Quantitative analysis of next-generation sequencing (NGS) data requires discriminating duplicate reads generated by PCR from identical molecules that are of unique origin. Typically, PCR duplicates are identified as sequence reads that align to the same genomic coordinates using reference-based alignment. However, identical molecules can be independently generated during library preparation. Misidentification of these molecules as PCR duplicates can introduce unforeseen biases during analyses.

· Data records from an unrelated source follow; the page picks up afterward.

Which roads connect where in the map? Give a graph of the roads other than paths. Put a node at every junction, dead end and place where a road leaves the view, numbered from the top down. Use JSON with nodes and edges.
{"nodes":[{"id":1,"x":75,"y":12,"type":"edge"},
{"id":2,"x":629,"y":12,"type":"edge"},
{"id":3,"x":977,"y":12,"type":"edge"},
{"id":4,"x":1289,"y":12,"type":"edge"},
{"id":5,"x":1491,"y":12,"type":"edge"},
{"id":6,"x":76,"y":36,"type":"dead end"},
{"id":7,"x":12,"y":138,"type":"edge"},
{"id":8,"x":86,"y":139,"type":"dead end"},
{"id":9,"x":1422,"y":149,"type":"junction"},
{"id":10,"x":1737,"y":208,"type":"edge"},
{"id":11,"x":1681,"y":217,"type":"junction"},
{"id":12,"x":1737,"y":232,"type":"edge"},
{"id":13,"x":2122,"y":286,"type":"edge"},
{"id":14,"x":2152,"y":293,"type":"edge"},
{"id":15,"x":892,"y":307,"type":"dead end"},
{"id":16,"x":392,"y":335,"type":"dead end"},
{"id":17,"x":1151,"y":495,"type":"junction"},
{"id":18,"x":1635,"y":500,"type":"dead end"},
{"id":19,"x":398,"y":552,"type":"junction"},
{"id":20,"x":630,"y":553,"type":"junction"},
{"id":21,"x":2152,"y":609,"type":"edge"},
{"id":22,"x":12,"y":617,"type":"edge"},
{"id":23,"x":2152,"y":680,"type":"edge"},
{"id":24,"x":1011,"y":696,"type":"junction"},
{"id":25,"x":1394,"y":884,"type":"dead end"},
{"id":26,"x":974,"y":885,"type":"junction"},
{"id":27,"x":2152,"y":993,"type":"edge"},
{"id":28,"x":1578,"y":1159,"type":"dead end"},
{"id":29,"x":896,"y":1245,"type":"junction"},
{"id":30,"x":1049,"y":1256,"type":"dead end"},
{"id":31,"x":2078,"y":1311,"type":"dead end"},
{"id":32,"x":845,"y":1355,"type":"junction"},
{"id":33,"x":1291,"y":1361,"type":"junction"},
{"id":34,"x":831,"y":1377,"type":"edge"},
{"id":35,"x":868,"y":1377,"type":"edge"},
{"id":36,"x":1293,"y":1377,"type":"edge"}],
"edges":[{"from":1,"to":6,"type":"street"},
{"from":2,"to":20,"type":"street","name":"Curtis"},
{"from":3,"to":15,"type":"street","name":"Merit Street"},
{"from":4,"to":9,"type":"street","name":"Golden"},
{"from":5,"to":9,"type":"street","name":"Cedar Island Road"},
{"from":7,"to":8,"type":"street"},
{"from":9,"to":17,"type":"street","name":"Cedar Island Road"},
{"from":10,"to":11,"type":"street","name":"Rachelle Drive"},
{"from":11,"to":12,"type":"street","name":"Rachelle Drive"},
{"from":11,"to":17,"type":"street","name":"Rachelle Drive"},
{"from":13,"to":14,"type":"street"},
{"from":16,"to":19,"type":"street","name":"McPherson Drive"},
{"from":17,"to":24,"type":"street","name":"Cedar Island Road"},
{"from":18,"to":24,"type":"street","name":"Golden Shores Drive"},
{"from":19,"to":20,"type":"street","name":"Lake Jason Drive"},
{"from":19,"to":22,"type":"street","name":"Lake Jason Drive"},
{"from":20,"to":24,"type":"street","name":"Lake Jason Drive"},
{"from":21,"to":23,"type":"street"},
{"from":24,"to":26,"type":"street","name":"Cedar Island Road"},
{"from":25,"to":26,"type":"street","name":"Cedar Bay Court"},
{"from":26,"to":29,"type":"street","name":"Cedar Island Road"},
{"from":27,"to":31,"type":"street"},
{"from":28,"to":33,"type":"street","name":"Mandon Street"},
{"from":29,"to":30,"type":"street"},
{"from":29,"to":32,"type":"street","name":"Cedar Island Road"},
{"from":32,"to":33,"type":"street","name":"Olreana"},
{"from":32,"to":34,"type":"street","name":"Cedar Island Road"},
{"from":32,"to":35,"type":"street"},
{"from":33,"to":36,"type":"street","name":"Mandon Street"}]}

Researchers at New York University have developed a cost-effective sequencing adapter design by modifying Illumina TruSeq adapters to incorporate a unique molecular identifier (UMI) while maintaining the capacity to undertake multiplexed, single-index sequencing. Incorporation of UMIs into TruSeq adapters (TrUMIseq adapters) enables identification of bona fide PCR duplicates as identically mapped reads with identical UMIs. Using TrUMIseq adapters, the researchers show that accurate removal of PCR duplicates results in improved accuracy of both allele frequency (AF) estimation in heterogeneous populations using DNA sequencing and gene expression quantification using RNA-Seq.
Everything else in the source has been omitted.